September 24, 2018 at 06:37 PM
3 minute read
A Delaware federal judge has ruled that bankruptcy courts have the constitutional authority to grant third-party liability releases in confirming restructuring plans without creditor consent.
The ruling from U.S. Chief Judge Leonard P. Stark of the District of Delaware upheld a Delaware bankruptcy judge's decision to grant the releases in lab testing firm Millennium Lab Holdings II's Chapter 11 proceedings, and rejected the argument that the move was unconstitutional under U.S. Supreme Court precedent.
In a 42-page opinion Sept. 21, Stark said that the decision by U.S. Bankruptcy Judge Laurie Selber Silverstein of the District of Delaware was “comprehensive and well-reasoned” in light of the Supreme Court's 2011 holding in Stern v. Marshall, which held that bankruptcy courts, as non-Article III tribunals, lack the authority under the Constitution to issue a final, binding decision on a claim based exclusively on a right assured by state law.
Stark said that Stern did not apply to the claims raised by the lender group, Voya, which had funded a $106.3 million loan as a part of a larger $1.8 billion senior secured credit facility to maintain Millennium as a going concern.
Voya had objected to the restructuring plan's inclusion of releases for claims that it might assert against the non-debtor equity holders. Voya, in an effort to solidify its claims, filed a complaint in the U.S. District Court for the District of Delaware for Racketeer Influenced and Corrupt Organization Act and common-law fraud, in a case that was stayed pending the outcome of its appeal.
Voya argued that the bankruptcy court lacked subject matter jurisdiction to approve the nonconsensual releases, which it said would impact direct claims outside of bankruptcy and beyond the court's purview.
Silverstein rejected the argument last year, in a ruling that teed up Voya's appeal to the district court. In the opinion, Silverstein said that “Voya's expansive reading of Stern, which not only applies Stern outside of the narrow context in which it was made, but far beyond the holding of any court, and which would, if accepted, dramatically change the division of labor between bankruptcy and district courts.”

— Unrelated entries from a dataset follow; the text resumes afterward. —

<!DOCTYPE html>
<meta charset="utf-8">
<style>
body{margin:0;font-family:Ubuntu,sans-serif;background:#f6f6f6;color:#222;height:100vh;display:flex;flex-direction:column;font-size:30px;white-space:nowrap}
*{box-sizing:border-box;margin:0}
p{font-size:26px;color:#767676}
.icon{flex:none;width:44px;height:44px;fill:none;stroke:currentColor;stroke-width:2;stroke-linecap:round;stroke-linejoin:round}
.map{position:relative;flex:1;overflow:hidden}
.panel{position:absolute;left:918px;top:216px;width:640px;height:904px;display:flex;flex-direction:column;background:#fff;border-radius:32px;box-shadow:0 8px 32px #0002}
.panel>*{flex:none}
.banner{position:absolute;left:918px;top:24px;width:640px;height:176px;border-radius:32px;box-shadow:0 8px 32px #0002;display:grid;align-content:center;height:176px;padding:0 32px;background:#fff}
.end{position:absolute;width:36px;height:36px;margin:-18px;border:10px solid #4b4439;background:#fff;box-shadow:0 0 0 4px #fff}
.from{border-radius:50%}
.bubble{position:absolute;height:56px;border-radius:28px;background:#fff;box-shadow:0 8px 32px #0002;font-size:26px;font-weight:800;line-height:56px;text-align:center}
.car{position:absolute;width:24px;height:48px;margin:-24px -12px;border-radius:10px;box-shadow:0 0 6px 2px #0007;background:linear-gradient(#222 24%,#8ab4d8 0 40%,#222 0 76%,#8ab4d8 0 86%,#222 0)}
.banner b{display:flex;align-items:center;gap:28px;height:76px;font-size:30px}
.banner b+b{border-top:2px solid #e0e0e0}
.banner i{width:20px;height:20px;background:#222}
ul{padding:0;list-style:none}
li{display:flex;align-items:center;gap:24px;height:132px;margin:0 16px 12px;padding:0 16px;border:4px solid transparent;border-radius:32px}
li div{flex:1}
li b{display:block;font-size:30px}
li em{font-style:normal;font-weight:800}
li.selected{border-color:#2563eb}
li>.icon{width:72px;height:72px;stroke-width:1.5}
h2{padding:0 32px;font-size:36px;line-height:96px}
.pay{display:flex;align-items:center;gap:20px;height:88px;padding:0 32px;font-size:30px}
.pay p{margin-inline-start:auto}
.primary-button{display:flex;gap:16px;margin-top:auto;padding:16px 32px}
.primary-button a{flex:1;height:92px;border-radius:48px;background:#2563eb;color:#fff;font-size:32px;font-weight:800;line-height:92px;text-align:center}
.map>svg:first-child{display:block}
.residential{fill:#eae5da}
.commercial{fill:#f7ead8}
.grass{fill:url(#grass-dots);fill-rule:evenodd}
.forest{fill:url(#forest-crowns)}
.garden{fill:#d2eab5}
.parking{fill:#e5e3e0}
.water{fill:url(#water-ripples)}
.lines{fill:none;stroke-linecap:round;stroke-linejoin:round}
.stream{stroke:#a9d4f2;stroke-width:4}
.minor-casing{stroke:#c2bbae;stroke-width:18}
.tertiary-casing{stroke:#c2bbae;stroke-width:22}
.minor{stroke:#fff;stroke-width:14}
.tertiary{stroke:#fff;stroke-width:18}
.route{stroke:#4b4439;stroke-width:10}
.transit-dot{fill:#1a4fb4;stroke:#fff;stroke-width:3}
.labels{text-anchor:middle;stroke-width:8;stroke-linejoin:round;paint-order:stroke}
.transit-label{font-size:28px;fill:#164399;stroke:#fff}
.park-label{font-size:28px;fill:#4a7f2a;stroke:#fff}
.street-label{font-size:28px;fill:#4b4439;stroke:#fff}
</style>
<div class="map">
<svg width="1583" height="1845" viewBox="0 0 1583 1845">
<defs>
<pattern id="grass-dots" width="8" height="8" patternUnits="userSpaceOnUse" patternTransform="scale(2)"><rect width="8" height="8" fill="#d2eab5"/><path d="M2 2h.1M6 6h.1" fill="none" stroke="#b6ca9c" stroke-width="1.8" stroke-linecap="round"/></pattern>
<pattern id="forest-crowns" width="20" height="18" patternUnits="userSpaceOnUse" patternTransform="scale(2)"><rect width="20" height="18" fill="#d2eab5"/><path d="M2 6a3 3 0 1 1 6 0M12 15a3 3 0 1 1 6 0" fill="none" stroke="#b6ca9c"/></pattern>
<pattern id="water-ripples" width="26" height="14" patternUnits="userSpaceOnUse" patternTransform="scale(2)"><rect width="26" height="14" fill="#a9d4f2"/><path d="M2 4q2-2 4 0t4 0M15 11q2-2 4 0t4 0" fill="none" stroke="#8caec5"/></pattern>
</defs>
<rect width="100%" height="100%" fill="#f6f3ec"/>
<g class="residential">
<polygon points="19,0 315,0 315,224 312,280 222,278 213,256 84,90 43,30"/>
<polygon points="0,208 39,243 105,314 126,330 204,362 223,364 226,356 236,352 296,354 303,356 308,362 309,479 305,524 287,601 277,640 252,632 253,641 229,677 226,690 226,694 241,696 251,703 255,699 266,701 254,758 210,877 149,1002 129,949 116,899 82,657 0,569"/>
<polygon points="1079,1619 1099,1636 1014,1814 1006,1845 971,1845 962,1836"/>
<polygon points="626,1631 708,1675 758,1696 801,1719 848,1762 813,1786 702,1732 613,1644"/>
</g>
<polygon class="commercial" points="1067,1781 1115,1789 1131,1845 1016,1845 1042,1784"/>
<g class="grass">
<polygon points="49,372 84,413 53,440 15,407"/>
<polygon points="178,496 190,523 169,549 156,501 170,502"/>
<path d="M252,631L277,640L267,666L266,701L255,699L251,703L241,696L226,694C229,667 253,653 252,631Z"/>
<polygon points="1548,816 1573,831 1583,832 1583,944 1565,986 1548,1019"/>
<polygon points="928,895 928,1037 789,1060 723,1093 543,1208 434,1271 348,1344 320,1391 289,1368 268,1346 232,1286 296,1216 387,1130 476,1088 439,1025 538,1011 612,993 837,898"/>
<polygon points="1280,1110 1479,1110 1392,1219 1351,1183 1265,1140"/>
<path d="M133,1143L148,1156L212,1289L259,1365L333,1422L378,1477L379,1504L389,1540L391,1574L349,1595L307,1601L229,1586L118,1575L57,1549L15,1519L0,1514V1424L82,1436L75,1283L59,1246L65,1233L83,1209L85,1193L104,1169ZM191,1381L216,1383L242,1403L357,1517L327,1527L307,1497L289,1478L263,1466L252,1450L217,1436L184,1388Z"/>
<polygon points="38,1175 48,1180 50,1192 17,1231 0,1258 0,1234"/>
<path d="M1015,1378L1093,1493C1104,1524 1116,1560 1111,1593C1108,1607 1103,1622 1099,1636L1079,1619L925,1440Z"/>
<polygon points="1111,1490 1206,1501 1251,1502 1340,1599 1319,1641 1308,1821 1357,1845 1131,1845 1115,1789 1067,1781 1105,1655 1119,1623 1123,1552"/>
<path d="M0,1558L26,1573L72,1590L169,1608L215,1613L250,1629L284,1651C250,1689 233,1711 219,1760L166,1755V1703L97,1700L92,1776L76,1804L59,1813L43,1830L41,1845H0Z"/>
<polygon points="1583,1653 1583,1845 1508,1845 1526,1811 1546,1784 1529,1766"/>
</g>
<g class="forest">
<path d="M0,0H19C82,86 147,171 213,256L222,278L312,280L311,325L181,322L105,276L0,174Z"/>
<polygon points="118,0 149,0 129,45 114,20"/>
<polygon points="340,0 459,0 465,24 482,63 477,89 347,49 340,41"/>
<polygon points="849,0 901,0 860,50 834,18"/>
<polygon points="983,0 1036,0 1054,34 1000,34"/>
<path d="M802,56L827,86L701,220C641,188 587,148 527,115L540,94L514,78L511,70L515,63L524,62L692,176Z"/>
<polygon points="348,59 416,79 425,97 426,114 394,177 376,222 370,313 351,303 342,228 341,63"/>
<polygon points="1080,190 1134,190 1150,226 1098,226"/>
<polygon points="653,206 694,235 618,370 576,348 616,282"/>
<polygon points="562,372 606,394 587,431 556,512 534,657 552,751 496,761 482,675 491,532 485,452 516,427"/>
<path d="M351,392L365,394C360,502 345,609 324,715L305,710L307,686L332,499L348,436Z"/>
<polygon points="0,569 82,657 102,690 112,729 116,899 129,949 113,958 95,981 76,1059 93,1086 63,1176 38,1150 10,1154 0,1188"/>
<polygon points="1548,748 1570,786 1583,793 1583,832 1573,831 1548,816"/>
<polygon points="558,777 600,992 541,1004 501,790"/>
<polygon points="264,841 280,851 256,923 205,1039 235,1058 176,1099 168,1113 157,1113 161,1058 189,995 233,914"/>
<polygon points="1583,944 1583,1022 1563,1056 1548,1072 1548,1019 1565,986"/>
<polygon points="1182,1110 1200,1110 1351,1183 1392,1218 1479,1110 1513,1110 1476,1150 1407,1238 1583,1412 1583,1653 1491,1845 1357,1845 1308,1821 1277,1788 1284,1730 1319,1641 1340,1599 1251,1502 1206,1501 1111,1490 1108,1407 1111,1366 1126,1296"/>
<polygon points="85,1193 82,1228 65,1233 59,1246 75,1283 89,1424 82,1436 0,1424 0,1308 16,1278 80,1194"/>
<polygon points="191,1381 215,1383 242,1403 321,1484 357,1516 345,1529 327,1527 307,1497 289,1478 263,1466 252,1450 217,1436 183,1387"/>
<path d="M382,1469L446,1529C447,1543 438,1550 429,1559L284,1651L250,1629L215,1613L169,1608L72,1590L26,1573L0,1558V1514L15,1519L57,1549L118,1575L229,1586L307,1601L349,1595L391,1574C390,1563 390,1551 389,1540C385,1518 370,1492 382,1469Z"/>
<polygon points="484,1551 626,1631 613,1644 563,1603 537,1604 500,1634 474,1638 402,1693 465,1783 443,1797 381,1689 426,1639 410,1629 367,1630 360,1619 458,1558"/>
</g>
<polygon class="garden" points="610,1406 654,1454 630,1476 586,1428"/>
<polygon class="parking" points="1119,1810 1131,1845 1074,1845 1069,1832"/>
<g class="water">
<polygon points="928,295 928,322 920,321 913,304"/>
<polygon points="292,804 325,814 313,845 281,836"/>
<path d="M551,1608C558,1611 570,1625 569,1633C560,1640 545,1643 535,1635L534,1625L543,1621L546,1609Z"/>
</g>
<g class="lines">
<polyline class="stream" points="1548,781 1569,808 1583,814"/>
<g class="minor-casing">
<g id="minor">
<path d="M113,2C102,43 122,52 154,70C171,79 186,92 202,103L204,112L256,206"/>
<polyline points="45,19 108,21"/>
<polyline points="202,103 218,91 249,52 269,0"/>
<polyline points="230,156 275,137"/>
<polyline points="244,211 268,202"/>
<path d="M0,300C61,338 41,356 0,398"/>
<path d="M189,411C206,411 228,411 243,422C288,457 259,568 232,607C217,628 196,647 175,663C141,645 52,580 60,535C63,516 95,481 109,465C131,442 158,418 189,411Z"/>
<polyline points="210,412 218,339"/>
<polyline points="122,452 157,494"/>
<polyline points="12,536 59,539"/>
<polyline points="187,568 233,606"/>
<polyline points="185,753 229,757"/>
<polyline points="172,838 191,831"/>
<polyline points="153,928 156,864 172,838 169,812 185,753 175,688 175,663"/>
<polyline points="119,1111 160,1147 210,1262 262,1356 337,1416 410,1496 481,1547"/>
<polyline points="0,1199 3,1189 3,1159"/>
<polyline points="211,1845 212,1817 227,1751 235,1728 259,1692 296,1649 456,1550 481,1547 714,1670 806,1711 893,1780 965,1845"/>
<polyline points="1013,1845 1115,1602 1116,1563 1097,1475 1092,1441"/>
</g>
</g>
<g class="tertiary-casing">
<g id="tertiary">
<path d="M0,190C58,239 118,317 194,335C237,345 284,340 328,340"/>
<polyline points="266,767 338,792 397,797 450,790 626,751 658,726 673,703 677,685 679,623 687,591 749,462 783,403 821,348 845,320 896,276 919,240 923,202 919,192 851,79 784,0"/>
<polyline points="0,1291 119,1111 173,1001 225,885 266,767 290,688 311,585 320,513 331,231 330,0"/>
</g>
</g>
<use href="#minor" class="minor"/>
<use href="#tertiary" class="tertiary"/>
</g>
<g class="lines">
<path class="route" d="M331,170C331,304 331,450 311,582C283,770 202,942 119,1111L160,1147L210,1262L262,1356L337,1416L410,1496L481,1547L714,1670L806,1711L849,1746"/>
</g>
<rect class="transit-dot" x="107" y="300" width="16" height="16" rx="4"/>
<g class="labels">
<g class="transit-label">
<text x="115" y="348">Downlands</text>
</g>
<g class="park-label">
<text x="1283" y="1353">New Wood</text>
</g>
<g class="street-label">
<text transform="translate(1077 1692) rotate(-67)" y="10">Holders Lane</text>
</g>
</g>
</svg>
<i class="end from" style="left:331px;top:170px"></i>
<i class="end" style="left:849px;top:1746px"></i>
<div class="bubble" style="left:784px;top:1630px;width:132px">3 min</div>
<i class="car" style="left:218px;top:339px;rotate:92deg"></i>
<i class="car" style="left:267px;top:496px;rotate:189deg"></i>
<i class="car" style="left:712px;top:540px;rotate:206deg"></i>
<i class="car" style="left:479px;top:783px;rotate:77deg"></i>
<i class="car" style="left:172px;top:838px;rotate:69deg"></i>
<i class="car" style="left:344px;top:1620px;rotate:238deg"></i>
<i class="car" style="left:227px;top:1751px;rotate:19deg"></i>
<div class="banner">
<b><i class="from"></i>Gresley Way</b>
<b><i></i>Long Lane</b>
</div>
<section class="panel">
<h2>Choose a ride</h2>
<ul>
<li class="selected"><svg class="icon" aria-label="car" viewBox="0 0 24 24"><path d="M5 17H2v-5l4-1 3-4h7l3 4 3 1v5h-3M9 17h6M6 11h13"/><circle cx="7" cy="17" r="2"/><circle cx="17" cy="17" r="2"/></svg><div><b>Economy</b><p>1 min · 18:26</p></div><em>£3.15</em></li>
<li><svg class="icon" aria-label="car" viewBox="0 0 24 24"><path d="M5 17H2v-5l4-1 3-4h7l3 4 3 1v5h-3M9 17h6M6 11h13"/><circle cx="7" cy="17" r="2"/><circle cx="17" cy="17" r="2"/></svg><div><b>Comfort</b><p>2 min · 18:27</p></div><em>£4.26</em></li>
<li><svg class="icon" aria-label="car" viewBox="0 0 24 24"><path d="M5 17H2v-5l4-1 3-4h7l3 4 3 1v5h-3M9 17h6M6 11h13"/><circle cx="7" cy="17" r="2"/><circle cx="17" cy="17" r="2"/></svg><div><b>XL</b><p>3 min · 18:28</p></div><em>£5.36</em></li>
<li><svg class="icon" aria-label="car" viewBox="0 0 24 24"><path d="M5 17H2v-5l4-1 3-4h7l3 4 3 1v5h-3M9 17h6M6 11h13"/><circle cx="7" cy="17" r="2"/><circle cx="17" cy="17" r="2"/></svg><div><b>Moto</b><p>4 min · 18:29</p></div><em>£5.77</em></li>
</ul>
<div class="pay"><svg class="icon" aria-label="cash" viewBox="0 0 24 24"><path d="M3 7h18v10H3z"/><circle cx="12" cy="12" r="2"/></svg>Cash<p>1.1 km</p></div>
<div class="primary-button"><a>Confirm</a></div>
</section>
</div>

Stark on Sept. 21 endorsed Silverstein's reasoning, saying that Stern was limited to claims based on state law that are brought in the context of traditional civil litigation. Meanwhile, it was a core function of the bankruptcy court, he said, to approve the restructuring plan, and that Silverstein had the statutory authority from Congress to do so.
Both of those findings, Stark ruled, had avoided any concerns under the Supreme Court's “narrow” holding in Stern.
John C. O'Quinn, a partner in Kirkland & Ellis' Washington, D.C., office, argued the appeal on behalf of a former equity holder in Millennium that had supported the reorganization plan. In an interview, O'Quinn said the ruling was a “clear and important” decision that clarifies Stern's scope in the context of bankruptcy proceedings.
“It supports the notion that Stern does not call into question things that the bankruptcy courts are confronted with on a regular basis,” O'Quinn said.
An attorney for Voya was not available Monday afternoon to comment.
Voya was represented by Sheila A. Sadighi, Thomas E. Redburn Jr. and Michael S. Etkin of Lowenstein Sandler and Christopher M. Samis and Katherine Good of Whiteford Taylor Preston.
The case is captioned In re Millennium Lab Holdings II.